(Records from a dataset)
»»
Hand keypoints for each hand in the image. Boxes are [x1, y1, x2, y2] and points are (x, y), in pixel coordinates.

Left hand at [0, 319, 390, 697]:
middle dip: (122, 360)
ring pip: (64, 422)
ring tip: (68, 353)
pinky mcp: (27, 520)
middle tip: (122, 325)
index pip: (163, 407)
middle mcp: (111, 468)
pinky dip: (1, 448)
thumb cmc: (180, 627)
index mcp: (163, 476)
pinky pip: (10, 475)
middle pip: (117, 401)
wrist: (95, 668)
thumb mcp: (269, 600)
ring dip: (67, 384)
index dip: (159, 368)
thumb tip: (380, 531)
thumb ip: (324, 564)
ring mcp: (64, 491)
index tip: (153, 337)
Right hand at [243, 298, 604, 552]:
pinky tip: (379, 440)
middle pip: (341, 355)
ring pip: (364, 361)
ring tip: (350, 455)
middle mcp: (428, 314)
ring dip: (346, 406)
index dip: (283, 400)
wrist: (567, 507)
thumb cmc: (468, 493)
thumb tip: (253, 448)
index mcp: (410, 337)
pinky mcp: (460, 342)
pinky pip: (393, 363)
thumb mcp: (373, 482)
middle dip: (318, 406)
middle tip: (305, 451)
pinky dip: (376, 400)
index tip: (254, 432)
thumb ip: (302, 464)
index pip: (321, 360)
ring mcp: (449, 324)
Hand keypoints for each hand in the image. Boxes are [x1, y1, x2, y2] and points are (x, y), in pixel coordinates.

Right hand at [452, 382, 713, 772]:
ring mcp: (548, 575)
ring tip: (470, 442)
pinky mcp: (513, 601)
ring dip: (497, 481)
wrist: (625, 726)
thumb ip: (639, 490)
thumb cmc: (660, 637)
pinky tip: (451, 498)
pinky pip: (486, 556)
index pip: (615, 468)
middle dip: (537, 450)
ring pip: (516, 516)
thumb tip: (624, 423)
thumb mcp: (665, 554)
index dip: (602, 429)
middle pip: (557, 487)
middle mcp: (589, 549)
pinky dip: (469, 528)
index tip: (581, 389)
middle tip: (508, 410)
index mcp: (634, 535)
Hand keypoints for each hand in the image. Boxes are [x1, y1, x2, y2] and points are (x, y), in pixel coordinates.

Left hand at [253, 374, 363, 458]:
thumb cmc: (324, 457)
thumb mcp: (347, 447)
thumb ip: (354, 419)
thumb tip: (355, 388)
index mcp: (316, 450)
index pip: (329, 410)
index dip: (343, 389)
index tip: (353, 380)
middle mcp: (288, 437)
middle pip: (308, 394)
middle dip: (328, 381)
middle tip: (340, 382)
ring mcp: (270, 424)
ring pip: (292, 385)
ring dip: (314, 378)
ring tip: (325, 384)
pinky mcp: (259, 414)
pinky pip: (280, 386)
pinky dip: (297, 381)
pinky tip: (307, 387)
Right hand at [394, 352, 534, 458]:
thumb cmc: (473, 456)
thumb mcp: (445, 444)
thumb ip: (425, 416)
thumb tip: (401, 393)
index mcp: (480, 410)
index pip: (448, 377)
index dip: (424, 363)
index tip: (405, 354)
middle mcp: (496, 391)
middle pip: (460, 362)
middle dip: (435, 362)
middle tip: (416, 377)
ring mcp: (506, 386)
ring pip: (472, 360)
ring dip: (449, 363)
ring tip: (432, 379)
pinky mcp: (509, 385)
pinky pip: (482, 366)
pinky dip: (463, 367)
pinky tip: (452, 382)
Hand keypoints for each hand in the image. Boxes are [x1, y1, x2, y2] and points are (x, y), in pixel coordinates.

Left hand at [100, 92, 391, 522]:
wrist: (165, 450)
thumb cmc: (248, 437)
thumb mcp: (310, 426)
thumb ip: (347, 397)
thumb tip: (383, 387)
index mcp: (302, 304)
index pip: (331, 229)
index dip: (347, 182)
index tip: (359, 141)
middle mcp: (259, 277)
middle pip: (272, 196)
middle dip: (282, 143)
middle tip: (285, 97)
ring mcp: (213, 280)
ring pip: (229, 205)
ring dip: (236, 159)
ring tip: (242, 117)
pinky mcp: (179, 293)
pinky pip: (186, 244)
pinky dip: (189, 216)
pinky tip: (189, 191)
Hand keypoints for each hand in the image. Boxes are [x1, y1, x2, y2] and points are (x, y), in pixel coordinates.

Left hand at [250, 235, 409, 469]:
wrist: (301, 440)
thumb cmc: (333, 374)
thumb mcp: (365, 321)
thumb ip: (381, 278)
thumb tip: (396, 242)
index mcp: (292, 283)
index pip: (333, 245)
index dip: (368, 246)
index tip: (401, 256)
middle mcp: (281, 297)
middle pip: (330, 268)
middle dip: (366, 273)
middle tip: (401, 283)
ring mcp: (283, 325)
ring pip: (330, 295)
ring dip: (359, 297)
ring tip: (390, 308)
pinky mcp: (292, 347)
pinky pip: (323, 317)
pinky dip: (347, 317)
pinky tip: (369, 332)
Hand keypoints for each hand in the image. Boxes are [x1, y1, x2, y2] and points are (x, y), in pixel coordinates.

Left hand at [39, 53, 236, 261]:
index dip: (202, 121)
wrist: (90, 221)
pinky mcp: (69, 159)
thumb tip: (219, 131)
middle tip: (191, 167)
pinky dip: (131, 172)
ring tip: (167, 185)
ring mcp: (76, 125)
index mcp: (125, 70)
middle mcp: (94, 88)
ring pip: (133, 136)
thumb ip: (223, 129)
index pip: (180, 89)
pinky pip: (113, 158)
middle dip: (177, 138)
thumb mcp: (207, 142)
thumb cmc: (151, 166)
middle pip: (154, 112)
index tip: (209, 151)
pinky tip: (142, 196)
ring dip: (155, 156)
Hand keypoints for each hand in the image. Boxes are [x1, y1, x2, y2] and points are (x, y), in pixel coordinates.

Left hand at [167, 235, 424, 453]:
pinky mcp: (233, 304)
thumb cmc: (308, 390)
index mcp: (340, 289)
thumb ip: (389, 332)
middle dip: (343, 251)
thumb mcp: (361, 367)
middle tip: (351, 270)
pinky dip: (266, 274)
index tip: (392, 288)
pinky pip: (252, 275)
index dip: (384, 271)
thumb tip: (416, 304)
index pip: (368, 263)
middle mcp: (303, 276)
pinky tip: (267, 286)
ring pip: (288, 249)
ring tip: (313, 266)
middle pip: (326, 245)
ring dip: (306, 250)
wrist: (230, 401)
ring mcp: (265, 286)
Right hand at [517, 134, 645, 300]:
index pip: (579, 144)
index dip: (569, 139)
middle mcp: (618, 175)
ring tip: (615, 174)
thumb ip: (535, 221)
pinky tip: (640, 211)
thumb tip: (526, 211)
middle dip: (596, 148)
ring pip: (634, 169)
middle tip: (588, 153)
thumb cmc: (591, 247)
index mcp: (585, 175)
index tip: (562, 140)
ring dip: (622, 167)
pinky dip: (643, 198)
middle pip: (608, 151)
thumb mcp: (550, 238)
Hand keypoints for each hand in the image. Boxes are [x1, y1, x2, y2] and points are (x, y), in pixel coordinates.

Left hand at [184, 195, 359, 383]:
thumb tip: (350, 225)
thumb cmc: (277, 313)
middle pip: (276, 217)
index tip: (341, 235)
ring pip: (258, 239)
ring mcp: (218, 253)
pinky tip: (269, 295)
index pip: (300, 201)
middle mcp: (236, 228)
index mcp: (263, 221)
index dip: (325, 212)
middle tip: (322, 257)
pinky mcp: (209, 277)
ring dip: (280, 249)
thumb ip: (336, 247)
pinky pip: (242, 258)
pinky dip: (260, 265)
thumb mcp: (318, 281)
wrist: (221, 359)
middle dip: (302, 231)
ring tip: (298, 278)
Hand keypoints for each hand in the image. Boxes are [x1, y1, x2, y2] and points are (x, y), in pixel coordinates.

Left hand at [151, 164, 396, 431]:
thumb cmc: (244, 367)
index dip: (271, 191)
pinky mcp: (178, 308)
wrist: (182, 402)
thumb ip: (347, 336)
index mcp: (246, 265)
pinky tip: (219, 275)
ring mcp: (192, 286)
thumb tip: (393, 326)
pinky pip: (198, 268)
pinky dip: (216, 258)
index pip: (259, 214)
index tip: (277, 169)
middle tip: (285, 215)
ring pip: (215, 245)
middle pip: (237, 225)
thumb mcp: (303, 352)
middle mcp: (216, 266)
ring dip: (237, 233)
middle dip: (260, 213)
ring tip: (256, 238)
««
● **EXERCISE REQUIREMENTS**:
In the data above, find the line with "middle pip: (308, 394)" and the line with "index dip: (424, 363)". Retype both, plus every line between them, exactly.

● **RESPONSE TO THIS TASK**:
middle pip: (308, 394)
middle dip: (328, 381)
middle tip: (340, 382)
ring mcp: (270, 424)
ring pip: (292, 385)
ring dip: (314, 378)
ring tip: (325, 384)
pinky mcp: (259, 414)
pinky pip: (280, 386)
pinky dip: (297, 381)
pinky tip: (307, 387)
Right hand at [394, 352, 534, 458]:
thumb cmc: (473, 456)
thumb mcp: (445, 444)
thumb ip: (425, 416)
thumb tip: (401, 393)
index mcp: (480, 410)
index pip: (448, 377)
index dip: (424, 363)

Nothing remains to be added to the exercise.